Se necessario, effettuare un esame delle colonie con una lente d’ingrandimento binoculare o con un microscopio al fine di distinguere le cellule dei lieviti o delle muffe dai batteri e, se richiesto, contare separatamente le colonie di lieviti e le colonie di muffe.

Per l’identificazione, selezionare le aree di crescita fungina e rimuoverle per un esame microscopico ad elevato ingrandimento o per inoculare gli appropriati terreni di isolamento o di identificazione.
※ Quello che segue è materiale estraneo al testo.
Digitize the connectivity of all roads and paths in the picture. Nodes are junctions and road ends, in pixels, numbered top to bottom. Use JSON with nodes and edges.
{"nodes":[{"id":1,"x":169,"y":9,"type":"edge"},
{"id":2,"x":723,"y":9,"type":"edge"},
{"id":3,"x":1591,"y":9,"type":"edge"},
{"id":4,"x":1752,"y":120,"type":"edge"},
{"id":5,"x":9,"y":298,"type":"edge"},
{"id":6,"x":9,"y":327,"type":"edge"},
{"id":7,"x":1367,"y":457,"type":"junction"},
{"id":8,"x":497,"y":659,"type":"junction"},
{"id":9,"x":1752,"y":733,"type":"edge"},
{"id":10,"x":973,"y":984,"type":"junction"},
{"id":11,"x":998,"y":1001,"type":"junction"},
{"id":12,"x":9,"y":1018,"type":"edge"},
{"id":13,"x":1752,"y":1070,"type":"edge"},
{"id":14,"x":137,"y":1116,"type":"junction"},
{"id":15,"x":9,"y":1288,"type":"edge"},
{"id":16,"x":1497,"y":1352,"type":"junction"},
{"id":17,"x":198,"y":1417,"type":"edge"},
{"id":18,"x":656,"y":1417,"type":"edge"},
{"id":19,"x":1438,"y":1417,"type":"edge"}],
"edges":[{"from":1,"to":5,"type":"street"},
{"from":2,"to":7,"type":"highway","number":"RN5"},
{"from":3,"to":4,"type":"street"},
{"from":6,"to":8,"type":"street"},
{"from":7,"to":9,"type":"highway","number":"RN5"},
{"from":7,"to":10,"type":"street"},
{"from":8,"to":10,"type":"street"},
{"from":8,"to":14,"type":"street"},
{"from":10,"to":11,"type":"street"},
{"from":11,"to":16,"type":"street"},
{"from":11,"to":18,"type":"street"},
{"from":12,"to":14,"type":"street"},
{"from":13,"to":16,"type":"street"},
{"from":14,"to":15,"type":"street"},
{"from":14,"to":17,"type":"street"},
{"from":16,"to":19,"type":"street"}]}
Riportare i risultati come numero di colonie per grammo o millilitro di campione.

Immagini

Conteggio di Candida albicans su DRBC Agar — *Figura 1 – Candida albicans su DRBC Agar*

*Figura 2 – Aspergillus brasiliensis su DRBC Agar*

Controllo qualità del DRBC Agar

I terreni disponibili commercialmente sono sottoposti a rigorosi controlli di qualità per verificarne la conformità alle specifiche. L’utilizzatore può comunque eseguire il proprio controllo di qualità sulle piastre preparate in laboratorio, in funzione dei requisiti regolamentari e delle norme di accreditamento. ISO 11133 suggerisce i seguenti ceppi, avendo come riferimento il Sabouraud Dextrose Agar per calcolare l’indice di produttività (P_R:UFC su DRBC Agar/UFC su SDA):

Ceppo	Tipo di test	Inoculo	Risultati attesi
Saccharomyces cerevisiae ATCC 9763	Quantitativo	80-120 UFC/piastra	PR ≥ 0,5 *
Candida albicans ATCC 10231	Quantitativo	80-120 UFC/piastra	PR ≥ 0,5 *
Aspergillus brasiliensis ATCC 16404	Quantitativo	80-120 UFC/piastra	PR ≥ 0,5 *
Mucor racemosus ATCC 42647	Quantitativo	80-120 UFC/piastra	PR ≥ 0,5 *
Escherichia coli ATCC 25922	Qualitativo	10⁴ – 10⁶ UFC/piastra	Nessuna crescita

Incubazione: 25°± 1°C, 5 giorni, aerobiosi
*colonie caratteristiche in funzione della specie

Limitazioni all’utilizzo del terreno DRBC Agar

Evitare l’esposizione del terreno alla luce, poiché i prodotti di decomposizione citotossica possono determinare una sottostima della microflora nei campioni.
Il metodo qui descritto non è adatto per l’enumerazione delle spore fungine e dei funghi resistenti al calore, come Byssochlamys fulva o Byssochlamys nivea.
Secondo la norma ISO 21527-1, quando per determinati campioni (es. carne cruda) la sovra-crescita batterica può costituire un problema, si può impiegare una associazione di cloramfenicolo 50 mg/L e cloratetraciclina HCl 50 mg/L. In questo caso utilizzare un terreno in polvere privo di cloramfenicolo ed addizionare le appropriate soluzioni dei due antibiotici.
Per evitare la sovra-crescita di Mucoraceae sulle piastre, ISO 21527-1 raccomanda l’aggiunta di Tergitol (1 ml/l) al terreno di coltura.
I metodi di conteggio dei lieviti e soprattutto delle muffe sono imprecisi e spesso non è rispettata la linearità nel numero di UFC in diluizioni diverse, perché essi sono costituiti da una miscela di micelio e spore asessuate e sessuate. Il numero di unità formanti colonie dipende dal grado di frammentazione del micelio e dalla proporzione di spore in grado di crescere sul terreno in piastra.